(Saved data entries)
========

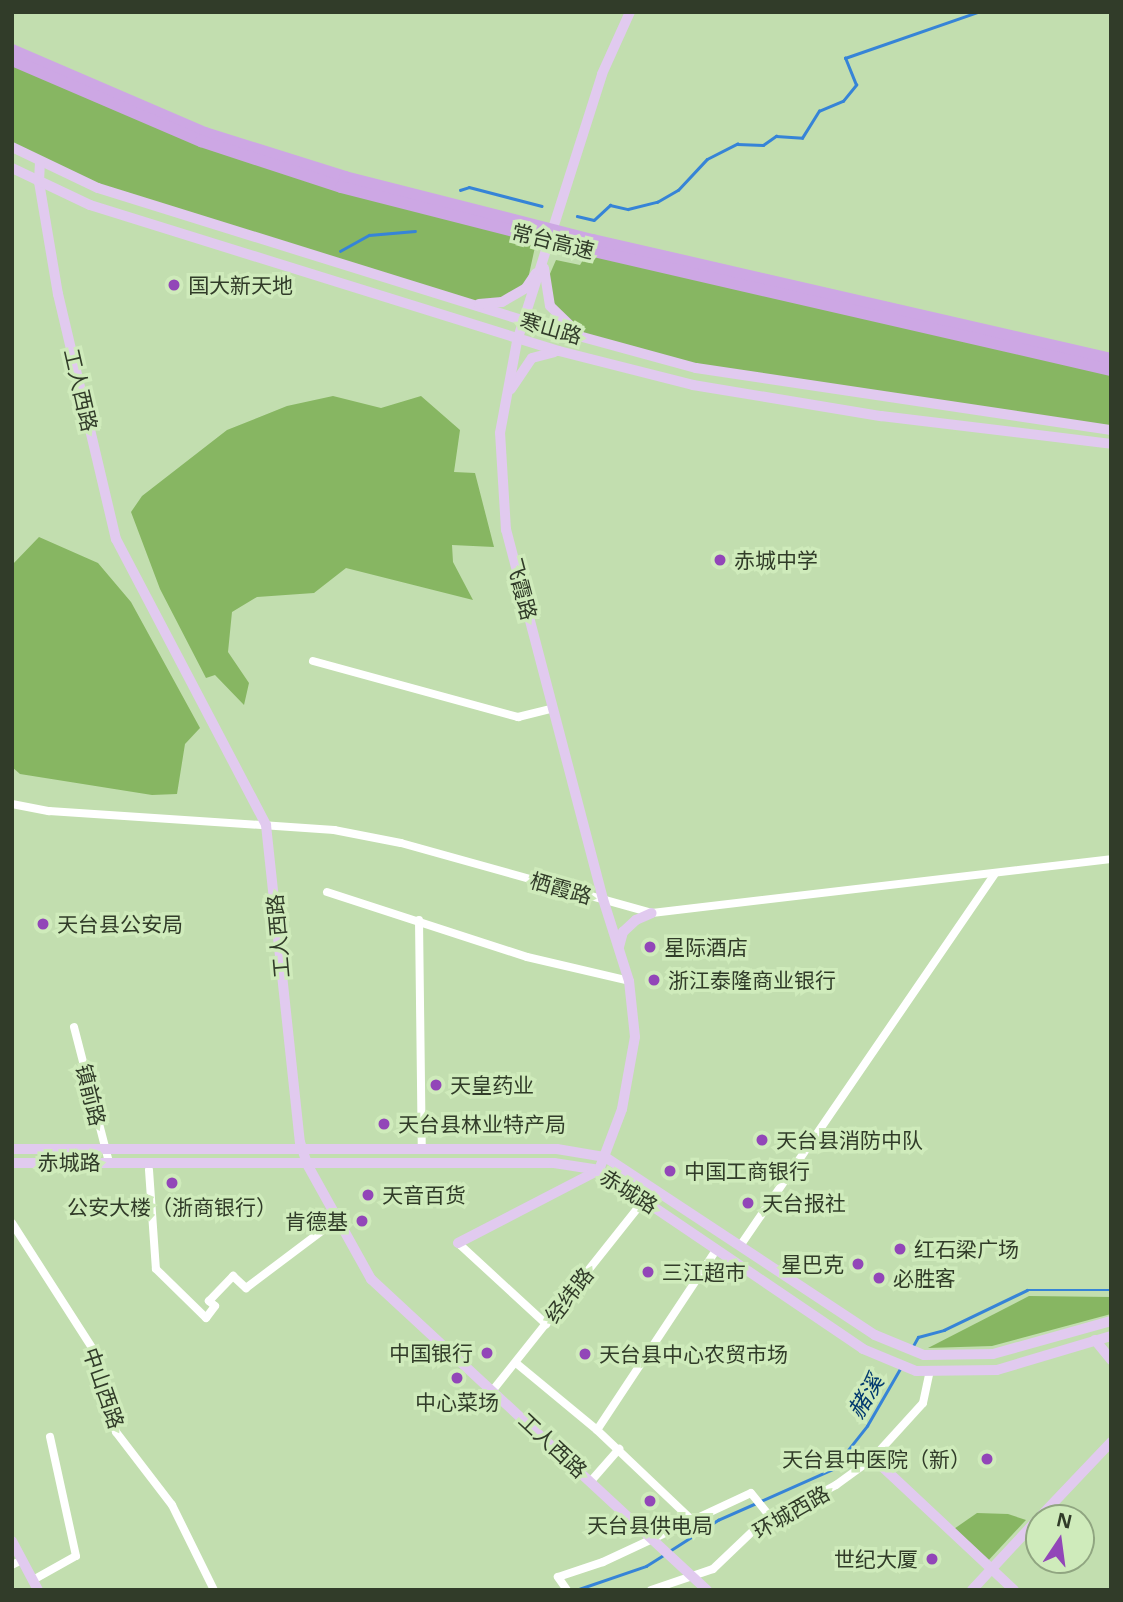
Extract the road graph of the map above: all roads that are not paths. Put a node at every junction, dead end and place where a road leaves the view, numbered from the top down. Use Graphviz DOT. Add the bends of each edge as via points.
graph roads {
  1 [pos="630,12"];
  2 [pos="12,50"];
  3 [pos="12,60"];
  4 [pos="12,147"];
  5 [pos="40,162"];
  6 [pos="12,168"];
  7 [pos="39,182"];
  8 [pos="526,229"];
  9 [pos="591,245"];
  10 [pos="543,262"];
  11 [pos="472,304"];
  12 [pos="524,321"];
  13 [pos="493,333"];
  14 [pos="584,337"];
  15 [pos="517,341"];
  16 [pos="559,351"];
  17 [pos="1111,359"];
  18 [pos="512,364"];
  19 [pos="1111,370"];
  20 [pos="505,400"];
  21 [pos="1111,430"];
  22 [pos="1111,444"];
  23 [pos="313,661"];
  24 [pos="553,708"];
  25 [pos="12,804"];
  26 [pos="266,825"];
  27 [pos="1111,859"];
  28 [pos="994,875"];
  29 [pos="327,892"];
  30 [pos="603,900"];
  31 [pos="652,914"];
  32 [pos="419,920"];
  33 [pos="619,947"];
  34 [pos="629,981"];
  35 [pos="74,1027"];
  36 [pos="12,1149"];
  37 [pos="105,1149"];
  38 [pos="302,1149"];
  39 [pos="422,1150"];
  40 [pos="471,1150"];
  41 [pos="605,1157"];
  42 [pos="110,1162"];
  43 [pos="12,1163"];
  44 [pos="307,1164"];
  45 [pos="471,1164"];
  46 [pos="149,1170"];
  47 [pos="599,1170"];
  48 [pos="644,1200"];
  49 [pos="335,1221"];
  50 [pos="12,1223"];
  51 [pos="458,1243"];
  52 [pos="740,1246"];
  53 [pos="717,1248"];
  54 [pos="784,1275"];
  55 [pos="776,1289"];
  56 [pos="1111,1321"];
  57 [pos="546,1324"];
  58 [pos="1111,1336"];
  59 [pos="1095,1340"];
  60 [pos="1111,1360"];
  61 [pos="516,1363"];
  62 [pos="930,1371"];
  63 [pos="493,1390"];
  64 [pos="597,1430"];
  65 [pos="50,1437"];
  66 [pos="1111,1442"];
  67 [pos="619,1450"];
  68 [pos="873,1458"];
  69 [pos="592,1481"];
  70 [pos="1052,1504"];
  71 [pos="772,1519"];
  72 [pos="695,1522"];
  73 [pos="1025,1533"];
  74 [pos="654,1540"];
  75 [pos="12,1541"];
  76 [pos="17,1563"];
  77 [pos="992,1569"];
  78 [pos="692,1576"];
  79 [pos="36,1585"];
  80 [pos="214,1590"];
  81 [pos="567,1590"];
  82 [pos="651,1590"];
  83 [pos="707,1590"];
  84 [pos="972,1590"];
  85 [pos="1014,1590"];
  1 -- 10 [label="main road, 飞霞路" via="602,74"];
  2 -- 8 [label="highway, 常台高速" via="205,132"];
  3 -- 8 [label="highway, 常台高速" via="201,141 341,187"];
  4 -- 5 [label="main road, 寒山路"];
  5 -- 7 [label="main road, 工人西路"];
  5 -- 11 [label="main road, 寒山路" via="98,188"];
  6 -- 7 [label="main road, 寒山路"];
  7 -- 13 [label="main road, 寒山路" via="90,205"];
  7 -- 26 [label="main road, 工人西路" via="58,294 116,539"];
  8 -- 9 [label="highway, 常台高速"];
  9 -- 17 [label="highway, 常台高速"];
  9 -- 19 [label="highway, 常台高速"];
  10 -- 11 [label="main road" via="526,288 502,302"];
  10 -- 12 [label="main road, 飞霞路"];
  10 -- 14 [label="main road" via="550,306"];
  11 -- 12 [label="main road, 寒山路"];
  12 -- 14 [label="main road, 寒山路"];
  12 -- 15 [label="main road, 飞霞路"];
  13 -- 15 [label="main road, 寒山路"];
  13 -- 18 [label="main road" via="505,342"];
  14 -- 21 [label="main road, 寒山路" via="709,370"];
  15 -- 16 [label="main road, 寒山路"];
  15 -- 18 [label="main road, 飞霞路"];
  16 -- 20 [label="main road" via="532,358"];
  16 -- 22 [label="main road, 寒山路" via="706,387 881,416"];
  18 -- 20 [label="main road, 飞霞路"];
  20 -- 24 [label="main road, 飞霞路" via="500,493"];
  23 -- 24 [label="street" via="518,717"];
  24 -- 30 [label="main road, 飞霞路"];
  25 -- 26 [label="street, 栖霞路" via="49,811"];
  26 -- 30 [label="street, 栖霞路" via="334,830 401,843"];
  26 -- 38 [label="main road, 工人西路"];
  27 -- 28 [label="street, 栖霞路"];
  28 -- 31 [label="street, 栖霞路"];
  28 -- 52 [label="street"];
  29 -- 32 [label="street"];
  30 -- 31 [label="street, 栖霞路"];
  30 -- 33 [label="main road, 飞霞路"];
  31 -- 33 [label="main road" via="636,920 624,932"];
  32 -- 34 [label="street" via="527,957"];
  32 -- 39 [label="street"];
  33 -- 34 [label="main road, 飞霞路"];
  34 -- 41 [label="main road, 飞霞路" via="635,1037 622,1109"];
  35 -- 37 [label="street, 镇前路"];
  36 -- 37 [label="main road, 赤城路"];
  37 -- 38 [label="main road, 赤城路"];
  37 -- 42 [label="street, 镇前路"];
  38 -- 39 [label="main road, 赤城路"];
  38 -- 44 [label="main road, 工人西路"];
  39 -- 40 [label="main road, 赤城路"];
  40 -- 41 [label="main road, 赤城路" via="557,1149"];
  40 -- 45 [label="main road"];
  41 -- 47 [label="main road, 飞霞路"];
  41 -- 52 [label="main road, 赤城路"];
  42 -- 43 [label="main road, 赤城路"];
  42 -- 44 [label="main road, 赤城路"];
  44 -- 45 [label="main road, 赤城路"];
  44 -- 49 [label="main road, 工人西路"];
  45 -- 47 [label="main road, 赤城路" via="554,1163"];
  46 -- 49 [label="street" via="156,1269 206,1318 215,1306 209,1301 233,1276 246,1288"];
  47 -- 48 [label="main road, 赤城路"];
  47 -- 51 [label="main road"];
  48 -- 53 [label="main road, 赤城路"];
  48 -- 57 [label="street, 经纬路"];
  49 -- 63 [label="main road, 工人西路" via="371,1279"];
  50 -- 80 [label="street, 中山西路" via="93,1349 116,1432 172,1505"];
  51 -- 57 [label="street"];
  52 -- 54 [label="main road, 赤城路"];
  53 -- 55 [label="main road, 赤城路"];
  53 -- 64 [label="street"];
  54 -- 55 [label="main road"];
  54 -- 56 [label="main road, 赤城路" via="875,1335 924,1355 993,1354"];
  55 -- 62 [label="main road, 赤城路" via="863,1349 916,1371"];
  57 -- 61 [label="street, 经纬路"];
  58 -- 59 [label="main road, 赤城路"];
  59 -- 60 [label="main road"];
  59 -- 62 [label="main road, 赤城路" via="997,1370"];
  61 -- 63 [label="street, 经纬路"];
  61 -- 64 [label="street"];
  62 -- 68 [label="street, 环城西路" via="923,1403"];
  63 -- 69 [label="main road, 工人西路"];
  64 -- 67 [label="street"];
  65 -- 79 [label="street" via="76,1556"];
  66 -- 70 [label="main road"];
  67 -- 69 [label="street"];
  67 -- 72 [label="street"];
  68 -- 71 [label="street, 环城西路" via="836,1485"];
  68 -- 77 [label="main road"];
  69 -- 74 [label="main road, 工人西路"];
  71 -- 72 [label="street" via="751,1493 718,1506"];
  71 -- 78 [label="street, 环城西路" via="713,1569"];
  72 -- 74 [label="street"];
  73 -- 77 [label="main road"];
  74 -- 78 [label="main road, 工人西路"];
  74 -- 81 [label="street" via="558,1577"];
  75 -- 76 [label="main road"];
  76 -- 79 [label="main road"];
  77 -- 84 [label="main road"];
  77 -- 85 [label="main road"];
  78 -- 82 [label="street, 环城西路"];
  78 -- 83 [label="main road, 工人西路"];
}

========

TASK DETAILS: Retrieve every line above holding the word "环城西路".

ANSWER SECTION:
  62 -- 68 [label="street, 环城西路" via="923,1403"];
  68 -- 71 [label="street, 环城西路" via="836,1485"];
  71 -- 78 [label="street, 环城西路" via="713,1569"];
  78 -- 82 [label="street, 环城西路"];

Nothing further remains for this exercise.